5 User Experience Frameworks That Work GREAT (with Examples)

User experience design has become one of the most important disciplines in innovation.

It’s key to creating great products!

And there a few frameworks that can help a lot for that.

In this post, you’re going to learn how you can use five of these UX frameworks to design better user experience.

In fact:

These are the frameworks that UX designers from companies like Facebook and Pinterest use to increase user engagement.

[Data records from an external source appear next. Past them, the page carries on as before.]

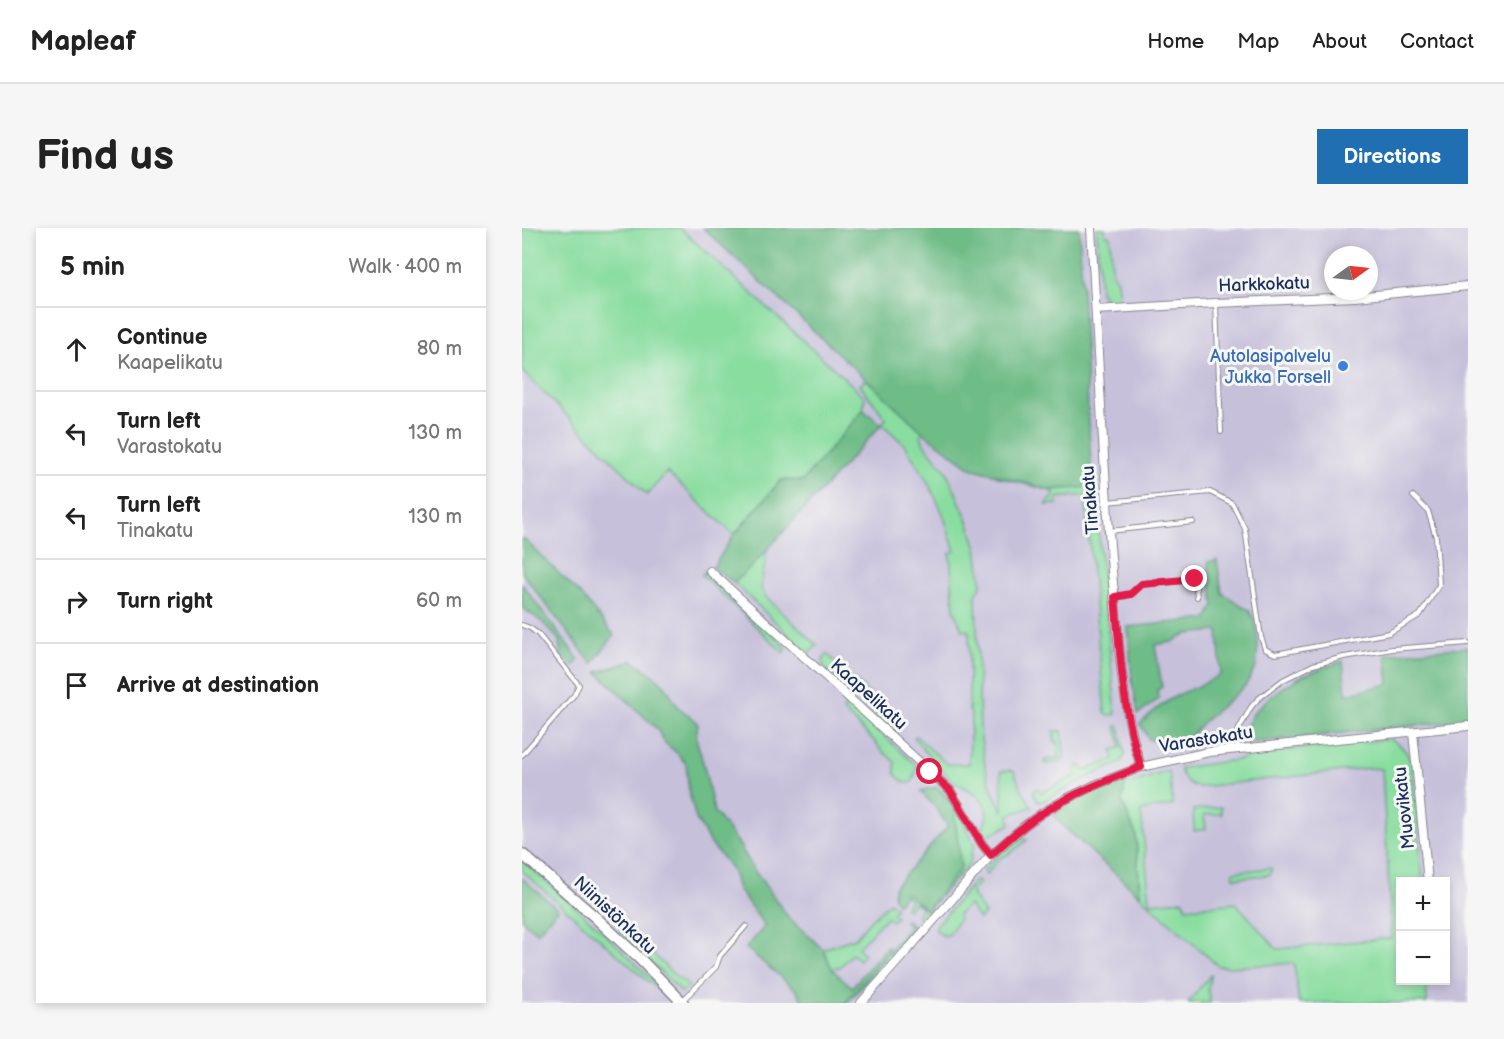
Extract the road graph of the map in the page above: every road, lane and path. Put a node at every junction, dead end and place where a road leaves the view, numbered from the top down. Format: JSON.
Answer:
{"nodes":[{"id":1,"x":1091,"y":228,"type":"edge"},
{"id":2,"x":1468,"y":286,"type":"edge"},
{"id":3,"x":1216,"y":303,"type":"junction"},
{"id":4,"x":1096,"y":310,"type":"junction"},
{"id":5,"x":1221,"y":432,"type":"dead end"},
{"id":6,"x":1413,"y":496,"type":"dead end"},
{"id":7,"x":1106,"y":502,"type":"junction"},
{"id":8,"x":1193,"y":522,"type":"dead end"},
{"id":9,"x":1109,"y":531,"type":"junction"},
{"id":10,"x":710,"y":571,"type":"dead end"},
{"id":11,"x":1115,"y":597,"type":"junction"},
{"id":12,"x":1197,"y":597,"type":"dead end"},
{"id":13,"x":522,"y":625,"type":"edge"},
{"id":14,"x":1468,"y":643,"type":"edge"},
{"id":15,"x":1468,"y":726,"type":"edge"},
{"id":16,"x":1413,"y":732,"type":"junction"},
{"id":17,"x":1239,"y":750,"type":"junction"},
{"id":18,"x":522,"y":755,"type":"edge"},
{"id":19,"x":1141,"y":767,"type":"junction"},
{"id":20,"x":522,"y":854,"type":"edge"},
{"id":21,"x":991,"y":855,"type":"junction"},
{"id":22,"x":1428,"y":877,"type":"edge"},
{"id":23,"x":746,"y":926,"type":"dead end"},
{"id":24,"x":682,"y":1002,"type":"edge"},
{"id":25,"x":861,"y":1003,"type":"edge"}],
"edges":[{"from":1,"to":4,"type":"street","name":"Tinakatu"},
{"from":2,"to":3,"type":"street","name":"Harkkokatu"},
{"from":3,"to":4,"type":"street","name":"Harkkokatu"},
{"from":3,"to":5,"type":"lane"},
{"from":4,"to":7,"type":"street","name":"Tinakatu"},
{"from":6,"to":7,"type":"lane"},
{"from":7,"to":9,"type":"street","name":"Tinakatu"},
{"from":8,"to":9,"type":"lane"},
{"from":9,"to":11,"type":"street","name":"Tinakatu"},
{"from":10,"to":21,"type":"street","name":"Kaapelikatu"},
{"from":11,"to":12,"type":"lane"},
{"from":11,"to":19,"type":"street","name":"Tinakatu"},
{"from":13,"to":18,"type":"lane"},
{"from":14,"to":17,"type":"lane"},
{"from":15,"to":16,"type":"street","name":"Varastokatu"},
{"from":16,"to":17,"type":"street","name":"Varastokatu"},
{"from":16,"to":22,"type":"street","name":"Muovikatu"},
{"from":17,"to":19,"type":"street","name":"Varastokatu"},
{"from":19,"to":21,"type":"street","name":"Varastokatu"},
{"from":20,"to":24,"type":"street","name":"Niinistönkatu"},
{"from":21,"to":25,"type":"street","name":"Varastokatu"},
{"from":23,"to":24,"type":"lane"}]}
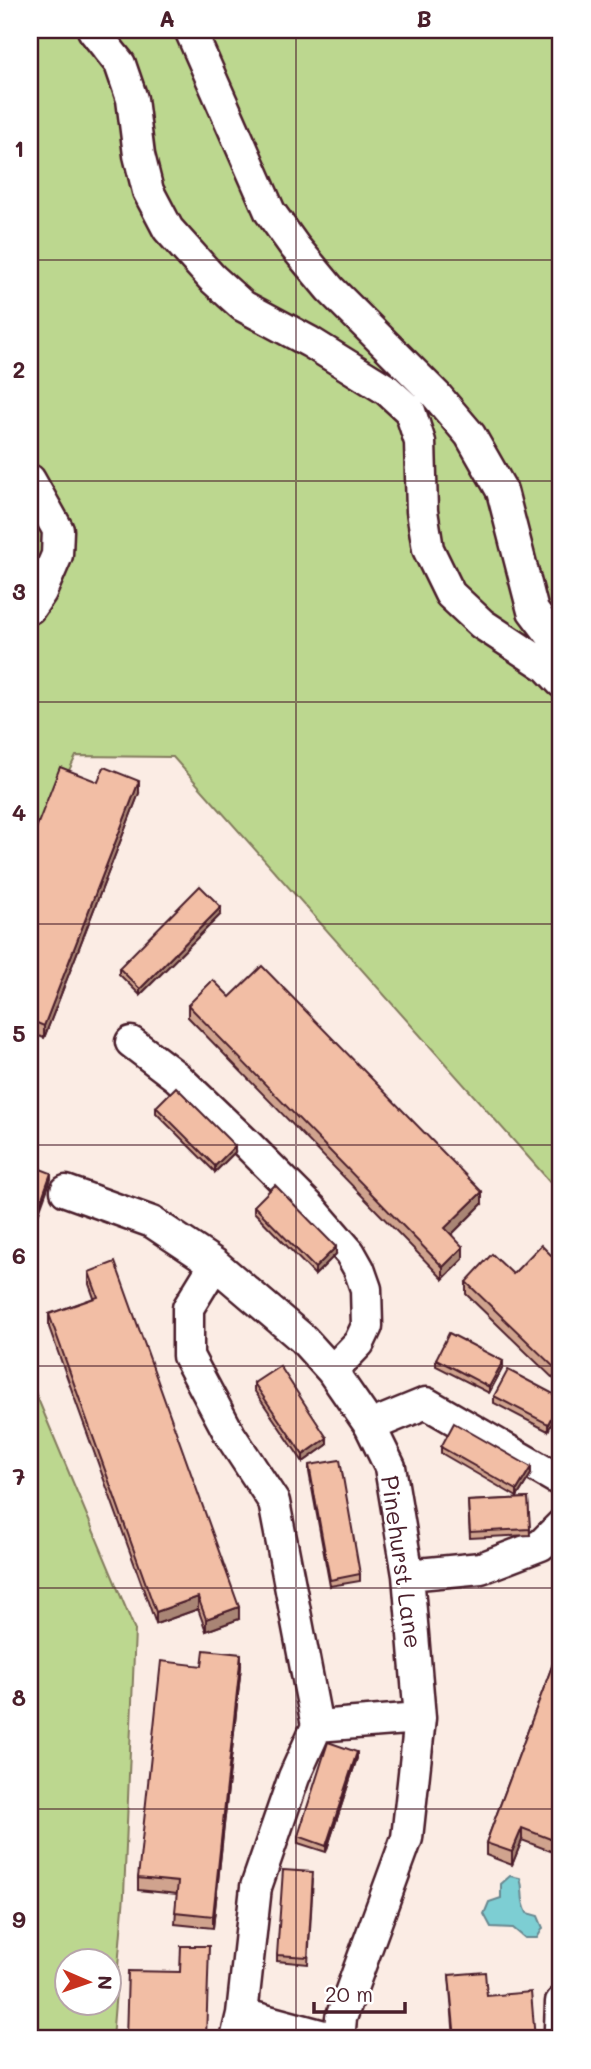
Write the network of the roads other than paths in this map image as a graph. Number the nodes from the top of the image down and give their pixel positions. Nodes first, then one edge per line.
1 (93, 30) edge
2 (190, 30) edge
3 (30, 480) edge
4 (30, 608) edge
5 (561, 648) edge
6 (561, 682) edge
7 (131, 1042) dead end
8 (66, 1191) dead end
9 (215, 1264) junction
10 (332, 1371) junction
11 (370, 1426) junction
12 (561, 1481) edge
13 (561, 1525) edge
14 (408, 1575) junction
15 (420, 1718) junction
16 (317, 1726) junction
17 (561, 2002) edge
18 (239, 2027) edge
19 (337, 2039) edge
20 (561, 2039) edge

1 - 6 street
2 - 5 street
3 - 4 street
7 - 10 street
8 - 9 street, Pinehurst Lane
9 - 10 street, Pinehurst Lane
9 - 16 street
10 - 11 street, Pinehurst Lane
11 - 12 street
11 - 14 street, Pinehurst Lane
13 - 14 street
14 - 15 street, Pinehurst Lane
15 - 16 street
15 - 19 street, Pinehurst Lane
16 - 18 street
17 - 20 street
18 - 19 street

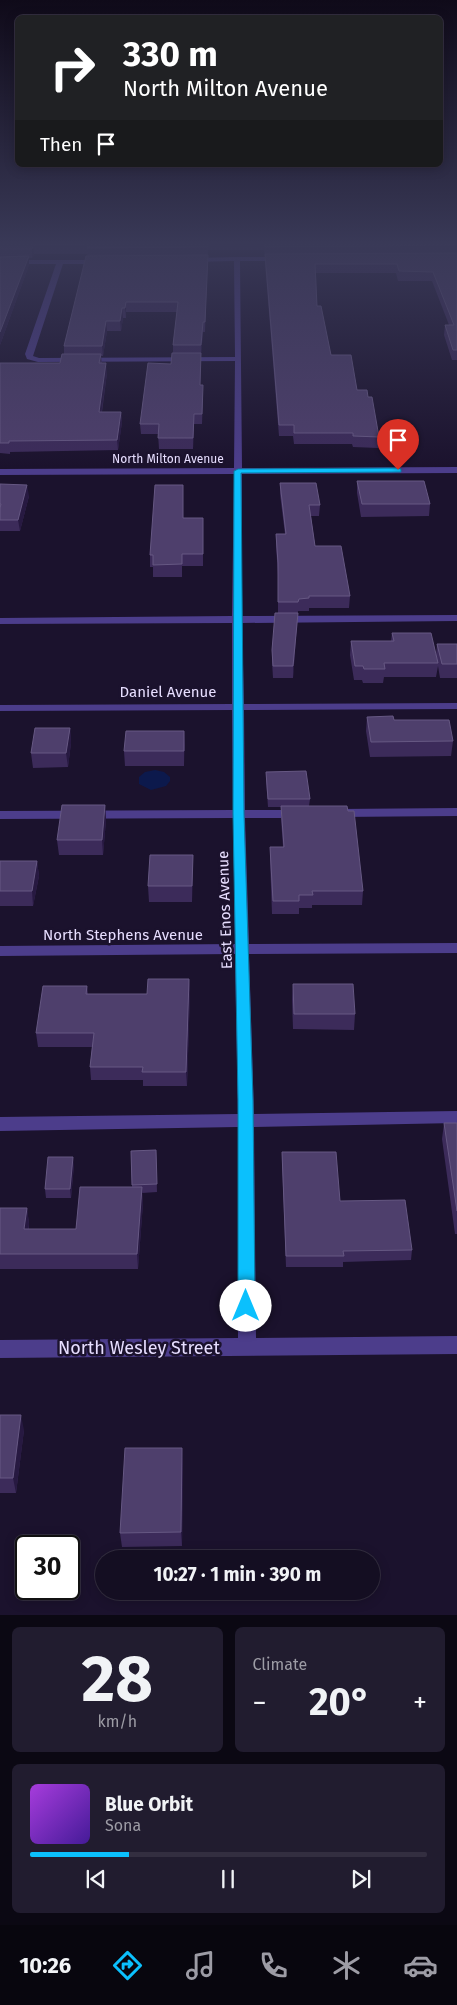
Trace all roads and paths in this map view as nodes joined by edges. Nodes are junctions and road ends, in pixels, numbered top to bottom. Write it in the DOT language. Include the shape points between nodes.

1. B.J. Fogg’s Behavior Model: The UX Equation of B = MAP


The Fogg Behavior Model helps you take into account behaviour change when you create the UX of a product or service.

What it is:

This framework explains the cause of a specific behaviour with a simple model:

Behaviour = Motivation * Ability * Prompt (summarised as B = MAP).

In B.J. Fogg’s words:

“The [framework] shows that three elements must converge at the same moment for a behavior to occur: Motivation, Ability, and a Prompt. When a behavior does not occur, at least one of those three elements is missing.”

This means:

For a specific behaviour to occur, a person needs sufficient motivation, sufficient ability, and an effective prompt.

  • Prompt = Do this now.
  • Ability = You can do it now.
  • Motivation = You want to do it now.

Make the three elements converge at the same time and a specific behaviour will occur.

A visual summary of the B.J. Fogg's Behaviour Model
A visual summary of the B.J. Fogg’s Behaviour Model

Of course, the model is a simplistic view of the reality. Human behaviour is far more complex. Many variables like culture and society also shape our behaviours.

But, in the context of designing user experience for behaviour change, having a simplified framework helps a lot.

The UX Nugget

As we see on the graph, action (behaviour) is a function of both ability and motivation.

So if your UX is crap, you need to target an audience of highly engaged users. (This is what’s often called “early adopters”, i.e. people who really need what you’re helping them to achieve).

On the other hand, if you are targeting people who aren’t really engaged, you need to make it dead easy for them to take a specific action.

For example, users who have to deal with their expenses are really unengaged. The process, therefore, needs to be super easy, if not automated.

Put it into practice:

Here are three useful questions to help you as you design or review the user experience of a proposition:

Summary of the Fogg Behaviour Model
Summary of the Fogg Behaviour Model

Use these questions to review each screen or interaction you created in your product.

Interested in the topic?

Get my new book, The Value Mix. There, you’ll find more examples and tools that help you design a better UX for your audience.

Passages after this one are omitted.